By Beijing’s calculation, Washington will never be able to form an effective alliance against China without Europe’s economic and political weight. And Beijing is moving quickly by relying on two of its biggest foreign policy tools: trade and vaccines.
In December, Chinese officials made concessions to the European Union (EU) to secure the EU-China Comprehensive Investment Agreement (CIA) after seven years of talks. The European Commission called it "the most ambitious agreement that China has ever concluded with a third country."
Last week, China’s leader Xi chaired a virtual summit with more than 10 Central and Eastern European (CEE) leaders, promising to cooperate on vaccine distribution. China also signed 53 business agreements totaling nearly $13 billion. And Beijing promised to import $170 billion worth of goods from CEE over the next five years.
Divide and rule
The transatlantic relationship between the United States and its European allies has been one of the world’s strongest since World War II and it held together throughout the Cold War when facing the threat from the Soviet Union. However, the alliance appears less unified on the issue of collectively pressuring Beijing.
One day after Xi called for multilateralism and abandoning the so-called Cold War mentality during the World Economic Forum in Davos late month, German Chancellor Angela Merkel also rejected calls for Europe to pick sides between the U.S. and China.
“I would very much wish to avoid the building of blocs," Merkel told the forum.
"I don’t think it would do justice to many societies if we were to say this is the United States and over there is China and we are grouping around either the one or the other. This is not my understanding of how things ought to be.”
A few days later, French President Emmanuel Macron also said the EU should not gang up on China with the U.S.

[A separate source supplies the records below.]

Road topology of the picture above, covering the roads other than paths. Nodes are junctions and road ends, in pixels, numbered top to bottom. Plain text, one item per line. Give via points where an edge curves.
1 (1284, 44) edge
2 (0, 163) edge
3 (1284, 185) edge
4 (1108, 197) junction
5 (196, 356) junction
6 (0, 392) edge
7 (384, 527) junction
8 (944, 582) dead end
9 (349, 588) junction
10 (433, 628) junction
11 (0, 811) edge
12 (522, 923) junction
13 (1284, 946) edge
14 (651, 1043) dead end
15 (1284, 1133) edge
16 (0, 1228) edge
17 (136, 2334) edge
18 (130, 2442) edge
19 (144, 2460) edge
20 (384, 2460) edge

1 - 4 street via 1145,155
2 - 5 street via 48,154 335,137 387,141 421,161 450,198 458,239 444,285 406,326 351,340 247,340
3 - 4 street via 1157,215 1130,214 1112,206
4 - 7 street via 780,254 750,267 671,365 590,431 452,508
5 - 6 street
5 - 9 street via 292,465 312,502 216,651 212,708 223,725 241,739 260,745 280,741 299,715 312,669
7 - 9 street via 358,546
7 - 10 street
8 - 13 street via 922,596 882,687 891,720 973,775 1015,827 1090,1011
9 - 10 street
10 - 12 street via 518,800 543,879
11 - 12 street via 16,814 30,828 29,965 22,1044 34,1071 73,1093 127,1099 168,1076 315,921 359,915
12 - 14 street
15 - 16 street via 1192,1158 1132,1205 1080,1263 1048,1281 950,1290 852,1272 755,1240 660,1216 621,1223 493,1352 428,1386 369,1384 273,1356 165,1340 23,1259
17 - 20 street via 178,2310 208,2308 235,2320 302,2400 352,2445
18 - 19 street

“A situation to join all together against China, this is a scenario of the highest possible conflictuality. This one, for me, is counterproductive,” Macron said during a discussion broadcast by Washington-based think tank the Atlantic Council early this month.

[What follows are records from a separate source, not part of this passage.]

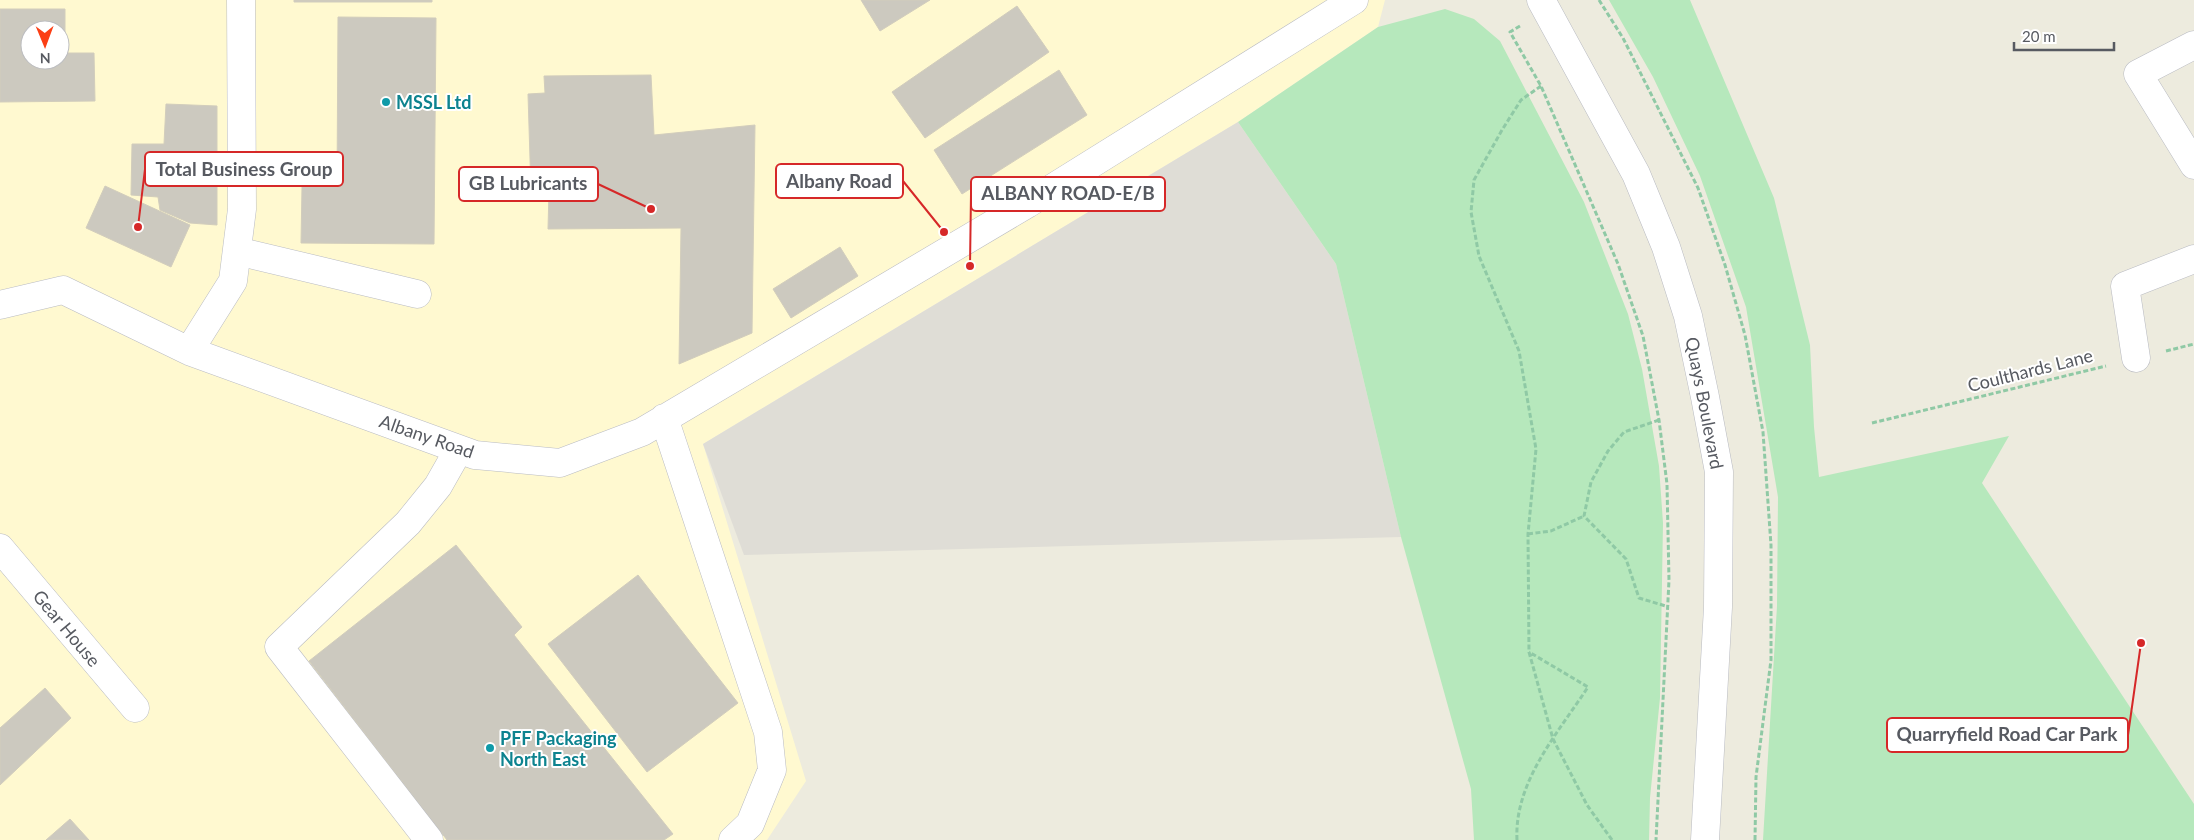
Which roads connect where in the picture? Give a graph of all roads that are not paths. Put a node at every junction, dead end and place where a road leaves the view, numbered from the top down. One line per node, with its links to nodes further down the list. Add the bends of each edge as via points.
1 (241, 0): 6 (street, via 242,210)
2 (1354, 0): 12 (street, Albany Road, via 1027,204)
3 (1544, 5): 18 (street, Quays Boulevard, via 1636,174 1666,247 1688,316 1705,397 1719,472 1718,607)
4 (2194, 45): 5 (street, via 2138,74)
5 (2194, 165)
6 (237, 251): 8 (street); 10 (street, via 233,281)
7 (2194, 259): 11 (street, via 2125,286)
8 (417, 294)
9 (0, 305): 10 (street, Albany Road, via 62,290)
10 (189, 351): 13 (street, Albany Road)
11 (2136, 358)
12 (664, 418): 13 (street, Albany Road, via 642,432 560,464 475,455); 17 (street, via 768,732 772,770 750,824)
13 (459, 449): 16 (street, via 438,486 408,523 279,647)
14 (0, 548): 15 (street, Gear House)
15 (135, 708)
16 (429, 840)
17 (733, 840)
18 (1705, 840)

Polling indicates European leaders’ views mirror those of their publics. A recent opinion poll by the European Council for Foreign Relations (ECFR) found that a majority of Europeans want their country to stay neutral in a conflict between the U.S. and China, with 66% of Germans holding that view. The survey conducted in 11 European countries by the pan-European think tank also found most people believe that China will be more powerful than the U.S. within a decade.

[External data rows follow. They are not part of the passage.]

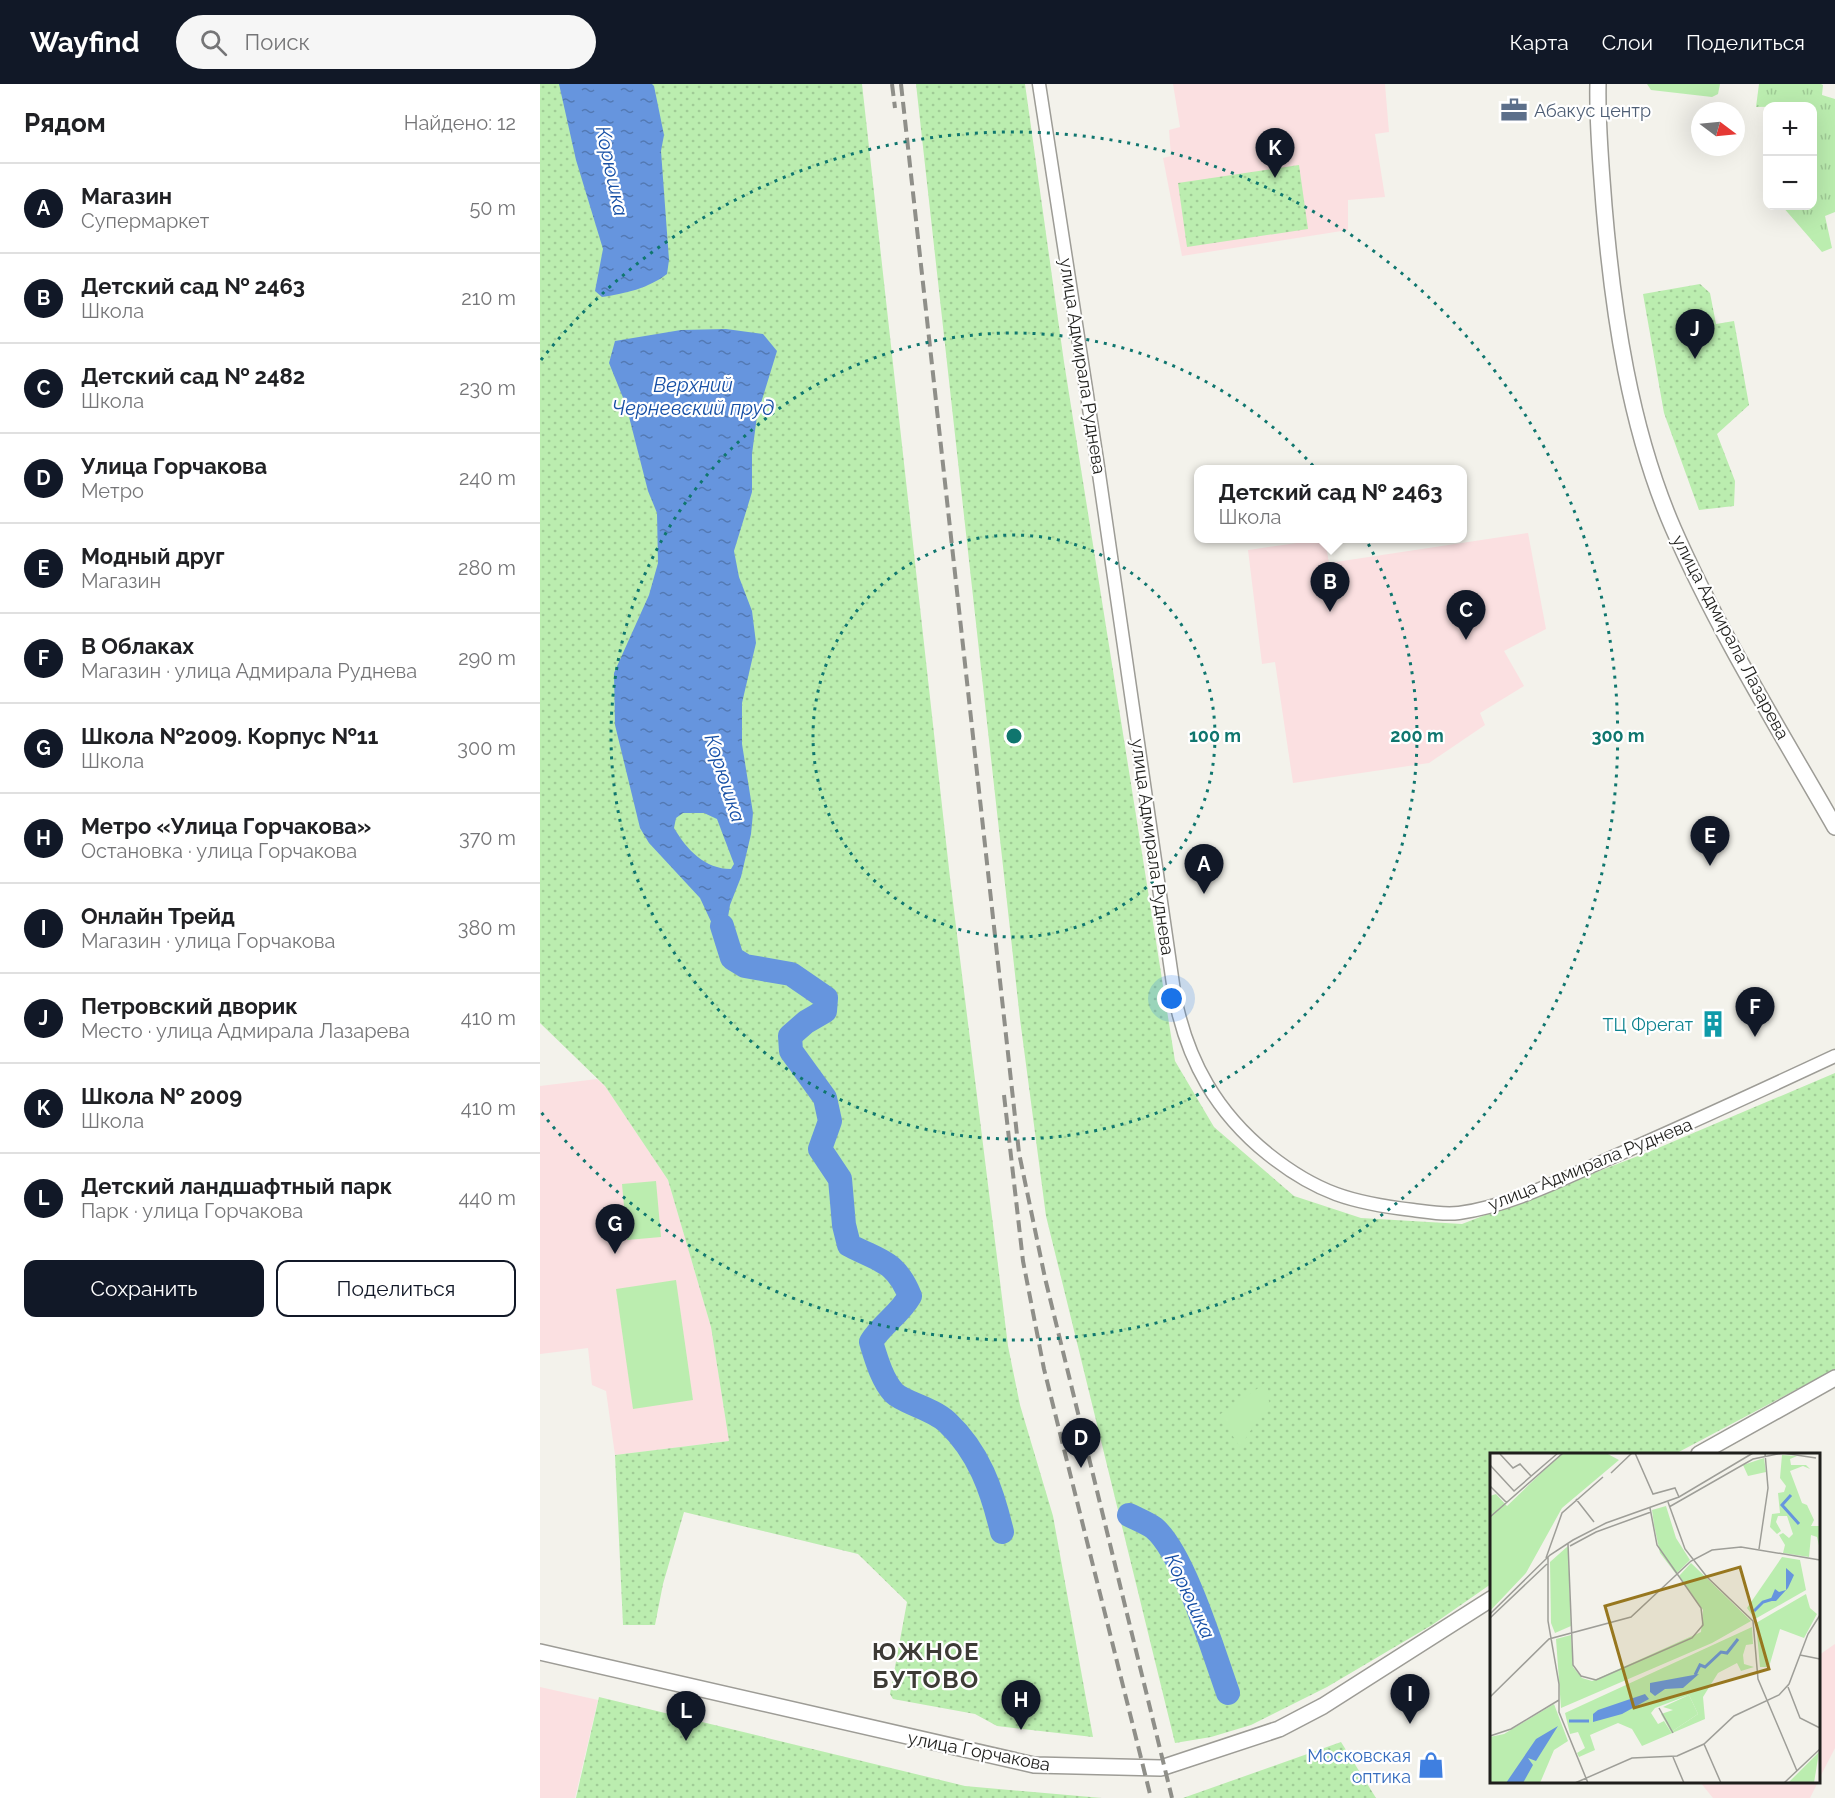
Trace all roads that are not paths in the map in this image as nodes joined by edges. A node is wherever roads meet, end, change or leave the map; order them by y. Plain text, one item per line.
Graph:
1 (1039, 84) edge
2 (1598, 84) edge
3 (1835, 827) edge
4 (1835, 1056) edge
5 (1835, 1378) edge
6 (1703, 1453) edge
7 (1490, 1600) edge
8 (540, 1653) edge

1 - 4 street, улица Адмирала Руднева
2 - 3 street, улица Адмирала Лазарева
5 - 6 street
7 - 8 street, улица Горчакова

Peter Morici, former director of the Office of Economics at the U.S. International Trade Commission, said that unlike some of the Asian countries that directly face Chinese military threats, Europe is far removed from China’s regional disputes with its neighbors.
While European leaders want Washington to provide security and defense help, they also have to do business with China, Morici told VOA in a telephone interview.
"They recognize China as a systemic threat. They are very worried about China buying up their industry, but yet they export machine tools to China. And so the Germans, they see this as a way of profiting."
Will China succeed?
Gary J. Schmitt, resident scholar at the American Enterprise Institute (AEI), said that at the government level, China's strategy so far has been relatively successful. Promises of investment and access to the China market have led many governments to put narrow commercial interests ahead of longer-term concerns.
However, it's not clear that Europe will continue to do so, Schmitt said in an interview.
"Chinese behavior domestically and internationally has created a groundswell of negative public views and those negative views are starting to have an impact in the EU parliament and among parliamentarians in various countries," Schmitt noted.
China created the Central and Eastern European “17+1” group in 2012 to promote business and trade relations, but analyst Andreea Brînză, vice president of the Romanian Institute for the Study of the Asia-Pacific, says until now there has been little to show for China’s promises of investment and infrastructure.
"From my point of view, the 17+1 is a zombie mechanism, kept alive by these annual summits," Brînză told VOA in an email.
Brînză, whose research focuses on China’s geopolitics, pointed out that leaders from six EU countries failed to show up for this year's "17+1" summit, publicly snubbing Xi Jinping.
"They skipped the summit to make a statement and send a message to their allies," she told VOA.
Ivana Karaskova, the founder of China Observers in Central and Eastern Europe (CHOICE) listed the Hong Kong protests, Xinjiang issue and COVID-19 among the reasons these governments decided to participate at a lower level. While members of the EU are clearly signaling a more independent foreign policy, she added in a telephone interview, "it doesn't necessarily mean that it's getting closer to China. Of course not."
In the meantime, the EU statistics agency Eurostat said this week that China became the EU's biggest trading partner in 2020, overtaking the United States. Analysts said China’s economy is now performing at near pre-COVID levels while the rest of the world struggles to cope with the pandemic.